Saved entries:
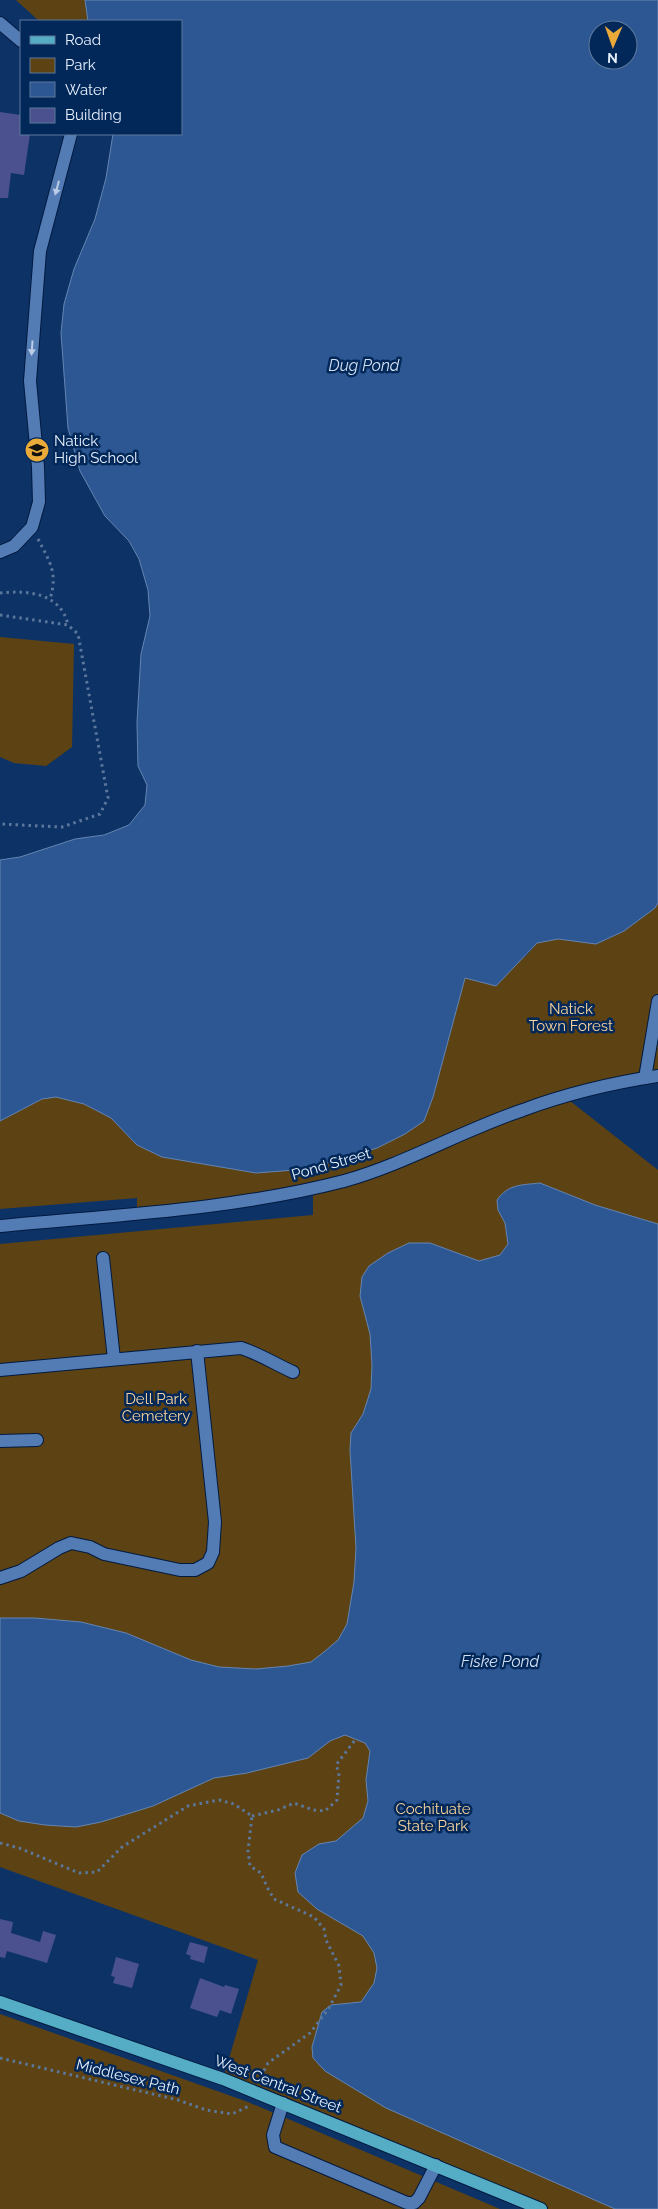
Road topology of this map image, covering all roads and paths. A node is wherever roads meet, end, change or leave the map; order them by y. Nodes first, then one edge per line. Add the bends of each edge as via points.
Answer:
1 (0, 23) edge
2 (20, 41) edge
3 (71, 135) edge
4 (37, 537) dead end
5 (0, 552) edge
6 (0, 593) edge
7 (50, 599) junction
8 (0, 615) edge
9 (68, 625) junction
10 (0, 824) edge
11 (658, 1002) edge
12 (652, 1077) edge
13 (0, 1226) edge
14 (103, 1258) dead end
15 (197, 1351) junction
16 (114, 1359) junction
17 (0, 1370) edge
18 (293, 1372) dead end
19 (36, 1440) dead end
20 (0, 1441) edge
21 (0, 1578) edge
22 (355, 1740) dead end
23 (252, 1816) junction
24 (0, 1843) edge
25 (0, 2002) edge
26 (0, 2058) edge
27 (260, 2078) dead end
28 (283, 2103) junction
29 (249, 2106) dead end
30 (436, 2165) junction
31 (541, 2209) edge

1 - 2 street
3 -> 5 street via 40,252 30,380 39,502 32,527 14,546
4 - 7 path via 52,567 54,585
6 - 7 path via 28,592
7 - 9 path via 65,612
8 - 9 path
9 - 10 path via 78,634 108,798 100,814 62,827
11 - 12 street
12 - 13 street, Pond Street via 610,1085 522,1110 380,1168 313,1188 234,1202
14 - 16 street
15 - 16 street
15 - 18 street via 241,1348 260,1354
15 - 21 street via 215,1522 213,1552 208,1563 195,1570 180,1570 104,1554 71,1543 21,1571
16 - 17 street
19 - 20 street
22 - 23 path via 336,1765 339,1773 336,1800 326,1811 294,1803
23 - 24 path via 234,1804 219,1800 188,1806 122,1847 97,1872 80,1873
23 - 27 path via 248,1851 250,1866 261,1873 274,1899 314,1917 324,1929 339,1966 341,1985 330,2008 310,2033 268,2063
25 - 28 main road, West Central Street
26 - 29 path, Middlesex Path via 178,2100 206,2110 232,2114
28 - 30 main road, West Central Street
28 - 30 street via 273,2135 275,2147 407,2204 419,2198
30 - 31 main road, West Central Street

[WHAT THE EXERCISE ASKS]: Each entry above must be set down word for word; none of its pictures belong in the copy.

[YOUR SOLUTION]:
Road topology of this map image, covering all roads and paths. A node is wherever roads meet, end, change or leave the map; order them by y. Nodes first, then one edge per line. Add the bends of each edge as via points.
Answer:
1 (0, 23) edge
2 (20, 41) edge
3 (71, 135) edge
4 (37, 537) dead end
5 (0, 552) edge
6 (0, 593) edge
7 (50, 599) junction
8 (0, 615) edge
9 (68, 625) junction
10 (0, 824) edge
11 (658, 1002) edge
12 (652, 1077) edge
13 (0, 1226) edge
14 (103, 1258) dead end
15 (197, 1351) junction
16 (114, 1359) junction
17 (0, 1370) edge
18 (293, 1372) dead end
19 (36, 1440) dead end
20 (0, 1441) edge
21 (0, 1578) edge
22 (355, 1740) dead end
23 (252, 1816) junction
24 (0, 1843) edge
25 (0, 2002) edge
26 (0, 2058) edge
27 (260, 2078) dead end
28 (283, 2103) junction
29 (249, 2106) dead end
30 (436, 2165) junction
31 (541, 2209) edge

1 - 2 street
3 -> 5 street via 40,252 30,380 39,502 32,527 14,546
4 - 7 path via 52,567 54,585
6 - 7 path via 28,592
7 - 9 path via 65,612
8 - 9 path
9 - 10 path via 78,634 108,798 100,814 62,827
11 - 12 street
12 - 13 street, Pond Street via 610,1085 522,1110 380,1168 313,1188 234,1202
14 - 16 street
15 - 16 street
15 - 18 street via 241,1348 260,1354
15 - 21 street via 215,1522 213,1552 208,1563 195,1570 180,1570 104,1554 71,1543 21,1571
16 - 17 street
19 - 20 street
22 - 23 path via 336,1765 339,1773 336,1800 326,1811 294,1803
23 - 24 path via 234,1804 219,1800 188,1806 122,1847 97,1872 80,1873
23 - 27 path via 248,1851 250,1866 261,1873 274,1899 314,1917 324,1929 339,1966 341,1985 330,2008 310,2033 268,2063
25 - 28 main road, West Central Street
26 - 29 path, Middlesex Path via 178,2100 206,2110 232,2114
28 - 30 main road, West Central Street
28 - 30 street via 273,2135 275,2147 407,2204 419,2198
30 - 31 main road, West Central Street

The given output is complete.